Is it important to understand what Buffett has done? As stated previously, I believe Buffett is the greatest human that has ever lived. He strived to learn the ways of the most powerful people throughout history, assimilate his own behavior to theirs, and then teach everyone he could about those behaviors. It’s all there – centuries of opaque power strategies packaged in books and interviews like so many bottles of Coca Cola.

Why does Buffett have so much faith in the American system? This is not a question that can be answered, and I don’t aspire to give a complete answer, though a strong compulsion of Americans has been to work hard and be rewarded, a dynamic historically outsized when compared to any other nation in the world, past or present. In other words, the American Dream and the system of America itself promises with unyielding precedence that if you work hard, you will be rewarded in ways unknown in any other culture. Should a group of people with such a dream get together and dream together, you have such a powerful system.

Such a realization is pure brilliance. Why would Buffett spend his time toiling in fields or buying cigar butts when he can produce more by capitalizing on the system itself? Buffett dreamed as big as he could because he knew the most powerful people in the world didn’t work in the fields nor did they toil at all. They let the American Dream work for them.

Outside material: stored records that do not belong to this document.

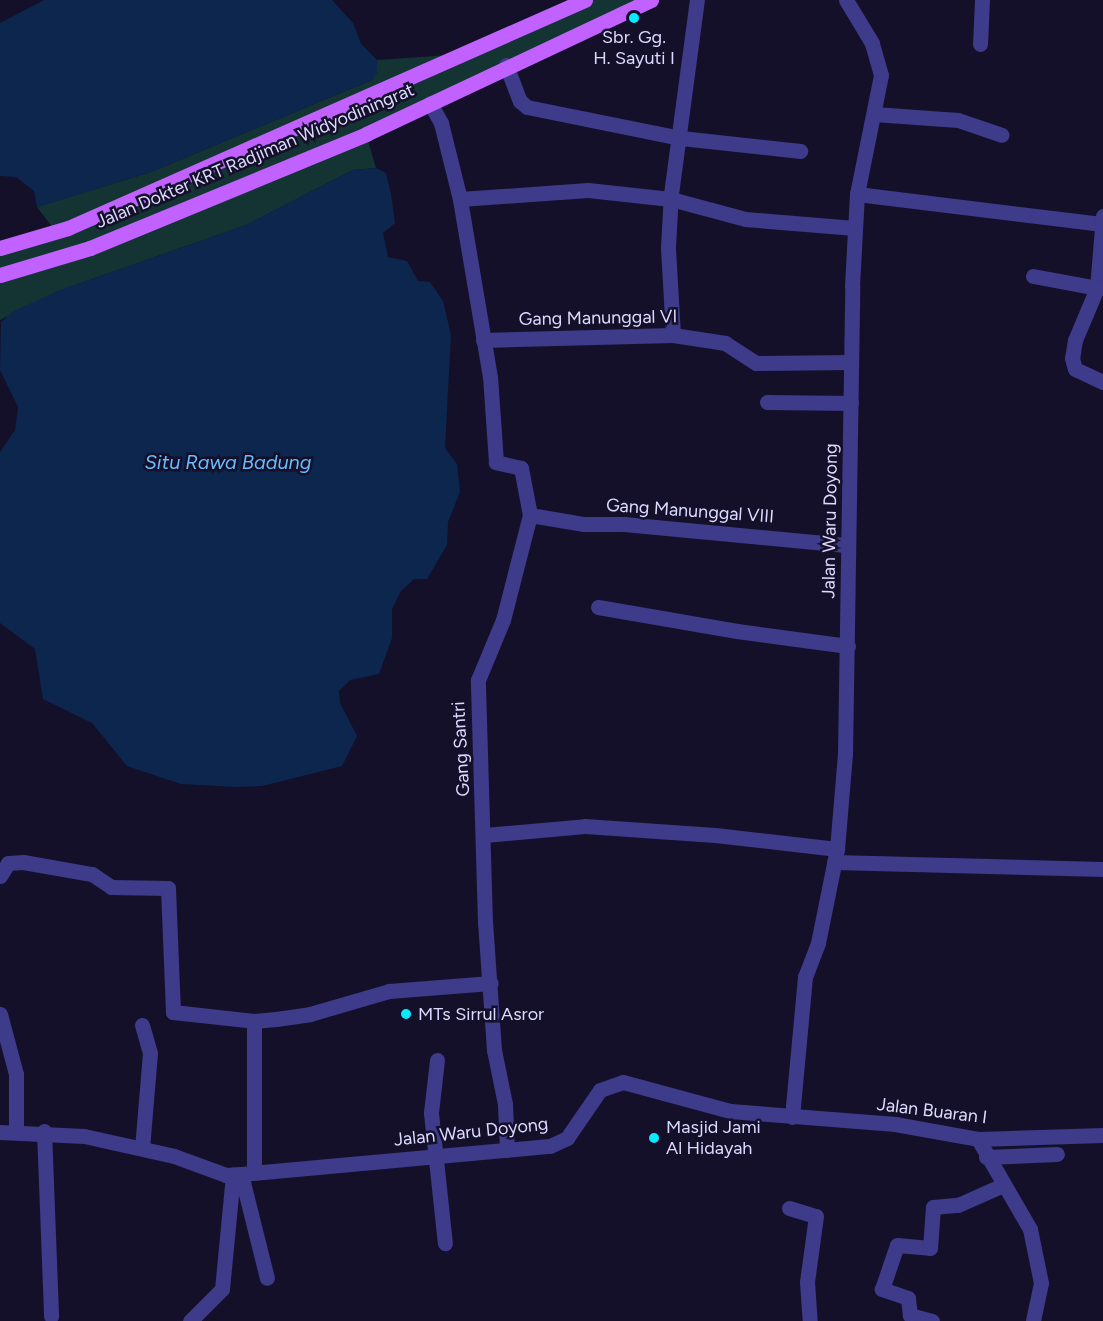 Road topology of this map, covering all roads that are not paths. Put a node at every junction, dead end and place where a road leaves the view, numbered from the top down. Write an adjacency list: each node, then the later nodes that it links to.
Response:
1 (585, 0): 18 (main road, Jalan Dokter KRT Radjiman Widyodiningrat)
2 (651, 0): 7 (main road, Jalan Dokter KRT Radjiman Widyodiningrat)
3 (698, 0): 11 (street)
4 (846, 0): 9 (street, Jalan Waru Doyong)
5 (982, 0): 6 (street)
6 (980, 44)
7 (506, 65): 8 (main road, Jalan Dokter KRT Radjiman Widyodiningrat); 11 (street)
8 (430, 103): 14 (street); 19 (main road, Jalan Dokter KRT Radjiman Widyodiningrat)
9 (874, 114): 10 (street); 13 (street, Jalan Waru Doyong)
10 (1002, 135)
11 (681, 138): 12 (street); 15 (street)
12 (800, 150)
13 (857, 194): 16 (street); 17 (street, Jalan Waru Doyong)
14 (460, 199): 15 (street); 23 (street)
15 (671, 199): 17 (street); 22 (street)
16 (1102, 220): 21 (street)
17 (855, 228): 24 (street, Jalan Waru Doyong)
18 (0, 248)
19 (0, 275)
20 (1033, 276): 21 (street)
21 (1100, 288): 25 (street)
22 (673, 335): 23 (street, Gang Manunggal VI); 24 (street, Gang Manunggal VI)
23 (483, 340): 28 (street, Gang Santri)
24 (851, 362): 27 (street, Jalan Waru Doyong)
25 (1103, 382)
26 (767, 402): 27 (street)
27 (851, 403): 29 (street, Jalan Waru Doyong)
28 (530, 515): 29 (street, Gang Manunggal VIII); 32 (street, Gang Santri)
29 (848, 544): 31 (street, Jalan Waru Doyong)
30 (598, 607): 31 (street)
31 (848, 646): 33 (street, Jalan Waru Doyong)
32 (485, 835): 33 (street); 36 (street, Gang Santri)
33 (835, 856): 34 (street); 41 (street, Jalan Waru Doyong)
34 (1103, 869)
35 (1, 873): 38 (street)
36 (491, 983): 38 (street); 48 (street, Gang Santri)
37 (0, 1014): 42 (street)
38 (254, 1021): 52 (street)
39 (142, 1025): 47 (street)
40 (436, 1060): 50 (street)
41 (792, 1116): 46 (street, Jalan Buaran I); 48 (street, Jalan Waru Doyong)
42 (16, 1131): 43 (street, Jalan Waru Doyong); 44 (street, Jalan Waru Doyong)
43 (44, 1131): 47 (street, Jalan Waru Doyong); 57 (street)
44 (0, 1132)
45 (1103, 1135): 46 (street, Jalan Buaran I)
46 (978, 1139): 51 (street)
47 (142, 1148): 52 (street, Jalan Waru Doyong)
48 (507, 1150): 50 (street, Jalan Waru Doyong)
49 (1057, 1154): 51 (street)
50 (434, 1156): 52 (street, Jalan Waru Doyong); 55 (street)
51 (986, 1157): 53 (street)
52 (243, 1174): 56 (street); 58 (street)
53 (1003, 1185): 60 (street); 61 (street)
54 (789, 1208): 59 (street)
55 (445, 1243)
56 (267, 1278)
57 (51, 1316)
58 (190, 1321)
59 (810, 1321)
60 (932, 1321)
61 (1033, 1321) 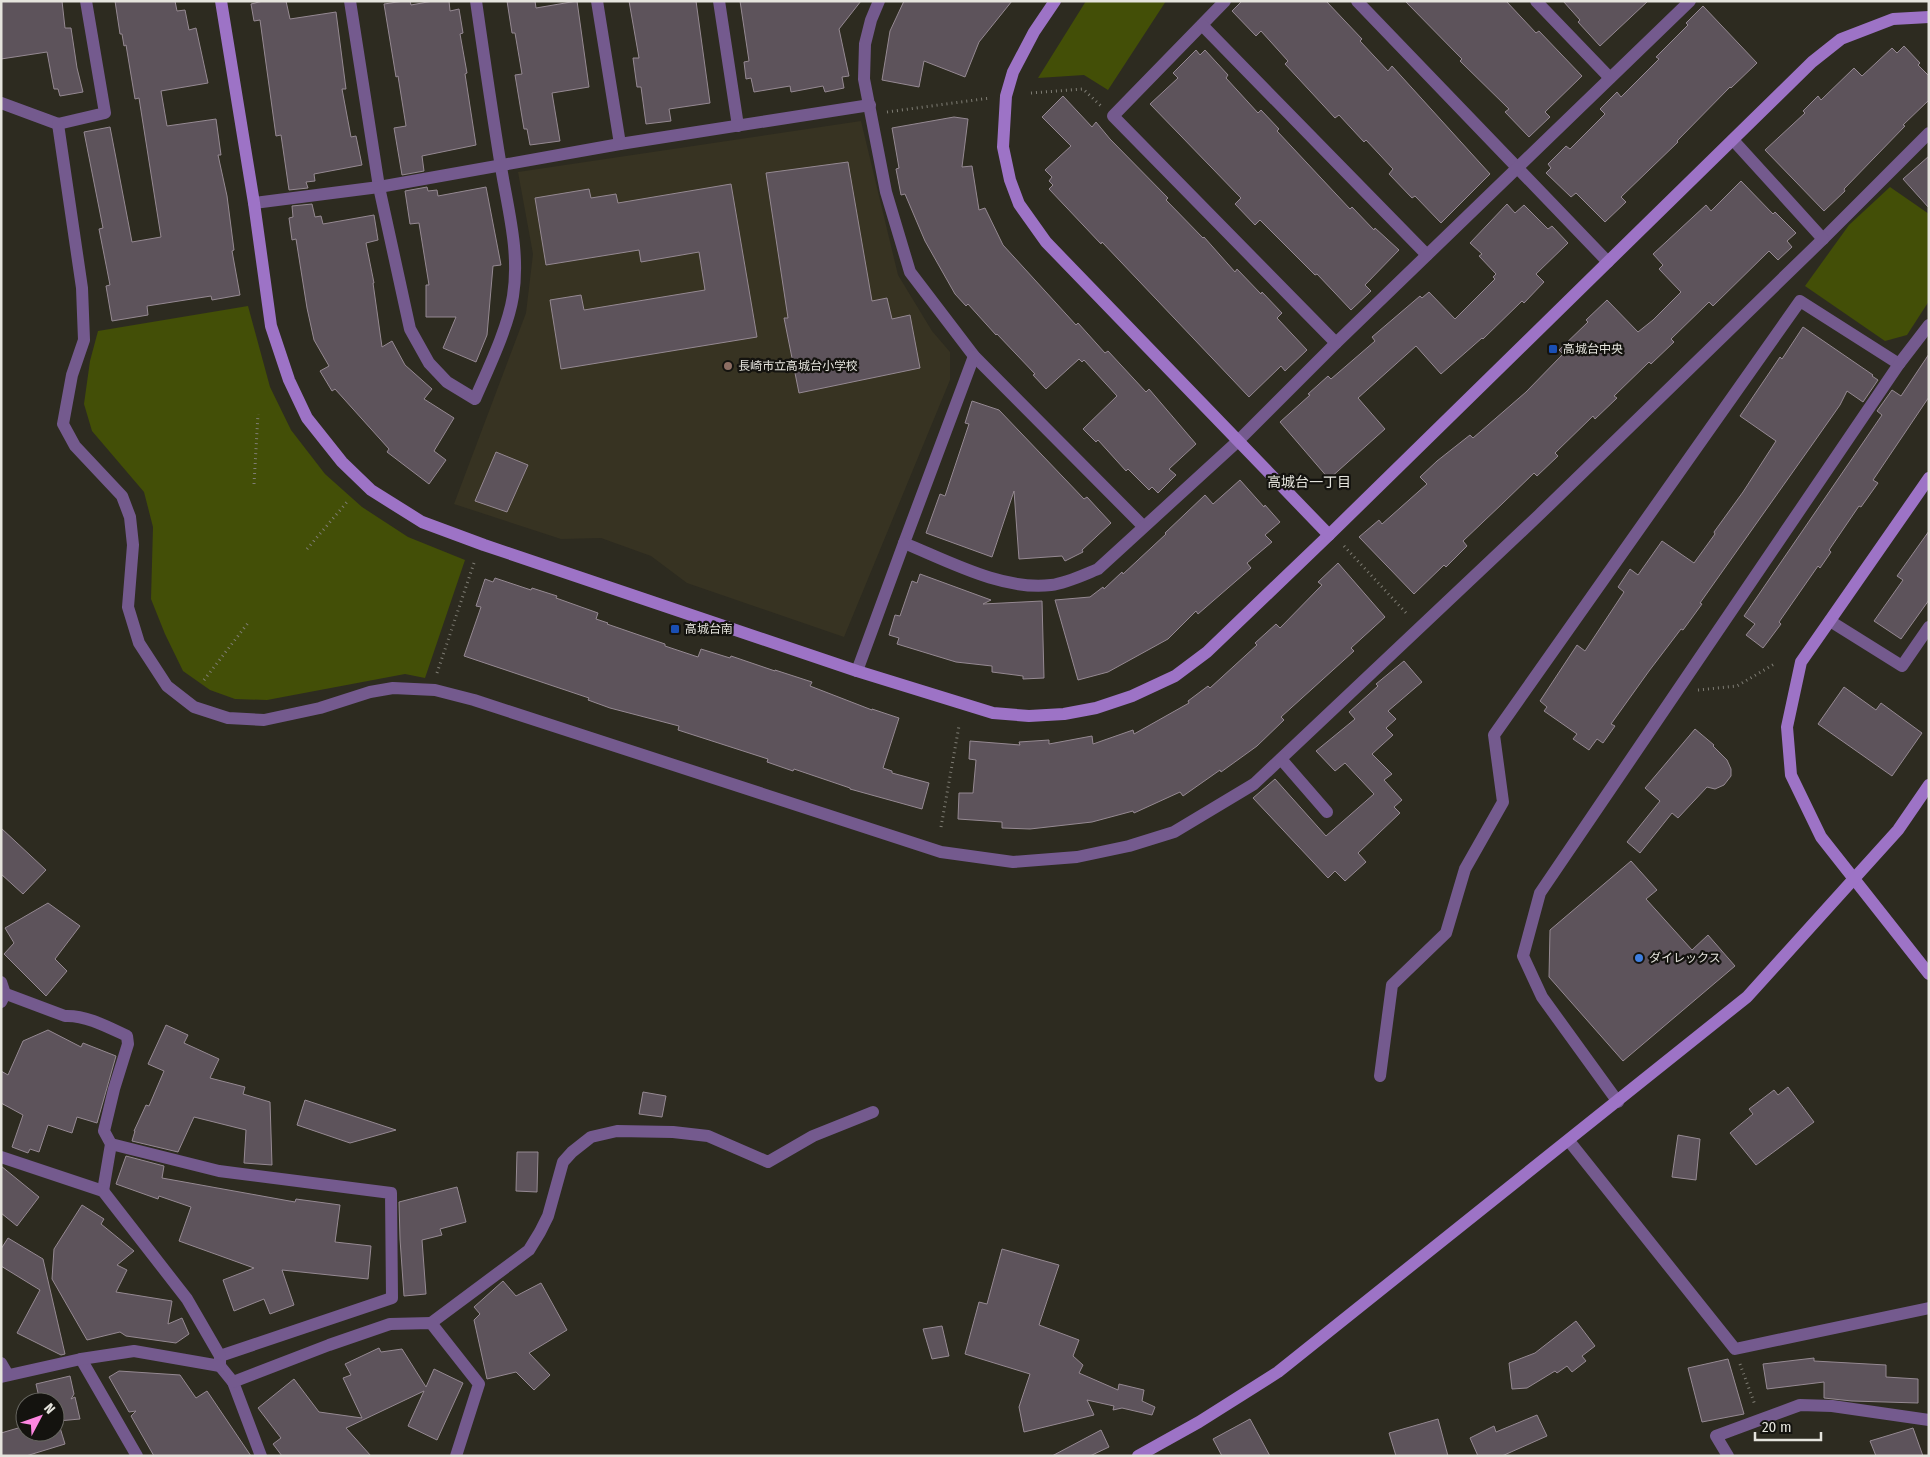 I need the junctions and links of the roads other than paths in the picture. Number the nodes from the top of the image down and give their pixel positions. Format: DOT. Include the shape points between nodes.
graph roads {
  1 [pos="86,1"];
  2 [pos="220,1"];
  3 [pos="350,1"];
  4 [pos="476,1"];
  5 [pos="597,1"];
  6 [pos="719,1"];
  7 [pos="879,1"];
  8 [pos="1055,1"];
  9 [pos="1225,1"];
  10 [pos="1357,1"];
  11 [pos="1536,1"];
  12 [pos="1690,1"];
  13 [pos="1929,17"];
  14 [pos="1202,25"];
  15 [pos="1610,78"];
  16 [pos="1,103"];
  17 [pos="871,110"];
  18 [pos="58,124"];
  19 [pos="738,126"];
  20 [pos="1929,133"];
  21 [pos="1733,140"];
  22 [pos="620,144"];
  23 [pos="500,166"];
  24 [pos="1518,168"];
  25 [pos="379,187"];
  26 [pos="254,203"];
  27 [pos="1823,239"];
  28 [pos="1427,255"];
  29 [pos="1608,262"];
  30 [pos="1929,325"];
  31 [pos="1336,343"];
  32 [pos="974,356"];
  33 [pos="1899,364"];
  34 [pos="1238,441"];
  35 [pos="1929,478"];
  36 [pos="1143,526"];
  37 [pos="1329,535"];
  38 [pos="904,543"];
  39 [pos="1830,621"];
  40 [pos="1929,627"];
  41 [pos="857,671"];
  42 [pos="1280,759"];
  43 [pos="1929,785"];
  44 [pos="1327,812"];
  45 [pos="1854,879"];
  46 [pos="1929,974"];
  47 [pos="2,993"];
  48 [pos="1380,1076"];
  49 [pos="1618,1102"];
  50 [pos="873,1112"];
  51 [pos="1569,1141"];
  52 [pos="111,1144"];
  53 [pos="1,1156"];
  54 [pos="103,1191"];
  55 [pos="1929,1308"];
  56 [pos="431,1324"];
  57 [pos="81,1359"];
  58 [pos="220,1361"];
  59 [pos="1,1363"];
  60 [pos="5,1376"];
  61 [pos="233,1382"];
  62 [pos="1929,1420"];
  63 [pos="137,1456"];
  64 [pos="261,1456"];
  65 [pos="456,1456"];
  66 [pos="1138,1456"];
  67 [pos="1728,1456"];
  1 -- 18 [label="street" via="105,114"];
  2 -- 26 [label="street"];
  3 -- 25 [label="street"];
  4 -- 23 [label="street"];
  5 -- 22 [label="street"];
  6 -- 19 [label="street"];
  7 -- 17 [label="street" via="870,20 865,44 864,79"];
  8 -- 34 [label="street" via="1013,72 1006,96 1003,148 1019,204 1046,242"];
  9 -- 14 [label="street"];
  10 -- 24 [label="street"];
  11 -- 15 [label="street"];
  12 -- 15 [label="street"];
  13 -- 21 [label="street" via="1893,19 1841,39 1812,62"];
  14 -- 28 [label="street"];
  14 -- 31 [label="street" via="1113,116"];
  15 -- 24 [label="street"];
  16 -- 18 [label="street"];
  17 -- 19 [label="street"];
  17 -- 32 [label="street" via="886,192 910,272"];
  18 -- 42 [label="street" via="84,311 84,340 72,375 63,424 75,446 122,496 130,517 133,545 128,607 139,643 167,686 194,707 228,718 264,720 320,708 370,692 393,688 435,690 941,852 1013,862 1077,857 1174,832 1254,784"];
  19 -- 22 [label="street"];
  20 -- 27 [label="street"];
  21 -- 27 [label="street"];
  21 -- 29 [label="street"];
  22 -- 23 [label="street"];
  23 -- 25 [label="street"];
  23 -- 25 [label="street" via="516,252 516,274 513,299 498,347 474,399 447,382 429,363 410,329"];
  24 -- 28 [label="street"];
  24 -- 29 [label="street"];
  25 -- 26 [label="street"];
  26 -- 41 [label="street" via="271,326 289,380 307,418 342,462 371,490 422,522"];
  27 -- 42 [label="street" via="1539,515"];
  28 -- 31 [label="street"];
  29 -- 37 [label="street"];
  30 -- 33 [label="street"];
  31 -- 34 [label="street"];
  32 -- 36 [label="street"];
  32 -- 38 [label="street"];
  33 -- 48 [label="street" via="1800,301 1494,735 1503,802 1465,869 1446,933 1392,985"];
  33 -- 49 [label="street" via="1540,892 1523,956 1542,997"];
  34 -- 36 [label="street"];
  34 -- 37 [label="street"];
  35 -- 39 [label="street"];
  36 -- 38 [label="street" via="1098,569 1052,585 1023,585 995,580"];
  37 -- 41 [label="street" via="1207,652 1181,671 1132,696 1096,708 1029,716 993,713"];
  38 -- 41 [label="street"];
  39 -- 40 [label="street" via="1902,666"];
  39 -- 45 [label="street" via="1801,662 1787,727 1792,775 1821,837"];
  42 -- 44 [label="street"];
  43 -- 45 [label="street" via="1898,830"];
  45 -- 46 [label="street"];
  45 -- 49 [label="street" via="1747,998"];
  47 -- 52 [label="street" via="65,1016 74,1015 127,1036 128,1044 104,1132"];
  49 -- 51 [label="street"];
  50 -- 56 [label="street" via="813,1136 768,1162 708,1136 616,1131 591,1138 563,1162 548,1216 529,1250"];
  51 -- 55 [label="street" via="1735,1349"];
  51 -- 66 [label="street" via="1278,1372"];
  52 -- 54 [label="street"];
  52 -- 58 [label="street" via="219,1171 391,1193 392,1298"];
  53 -- 54 [label="street"];
  54 -- 58 [label="street" via="187,1299"];
  56 -- 61 [label="street" via="390,1324"];
  56 -- 65 [label="street" via="479,1384"];
  57 -- 58 [label="street" via="134,1351"];
  57 -- 60 [label="street"];
  57 -- 63 [label="street"];
  58 -- 61 [label="street"];
  59 -- 60 [label="street"];
  61 -- 64 [label="street"];
  62 -- 67 [label="street" via="1832,1406 1800,1405 1716,1436"];
}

Historically, Buffett has done so well because, in those early days with Munger, he began looking for strength in businesses and himself. What he found is his message – that America will continue that dynamic of outsized work and reward. If we believe what Buffett did and does, we will never again question politics, infrastructure, or important decisions. We will instead discover a strength that we never knew we had, and a confidence that is the greatest reward of believing in the system. This is Buffett’s America. This is our America.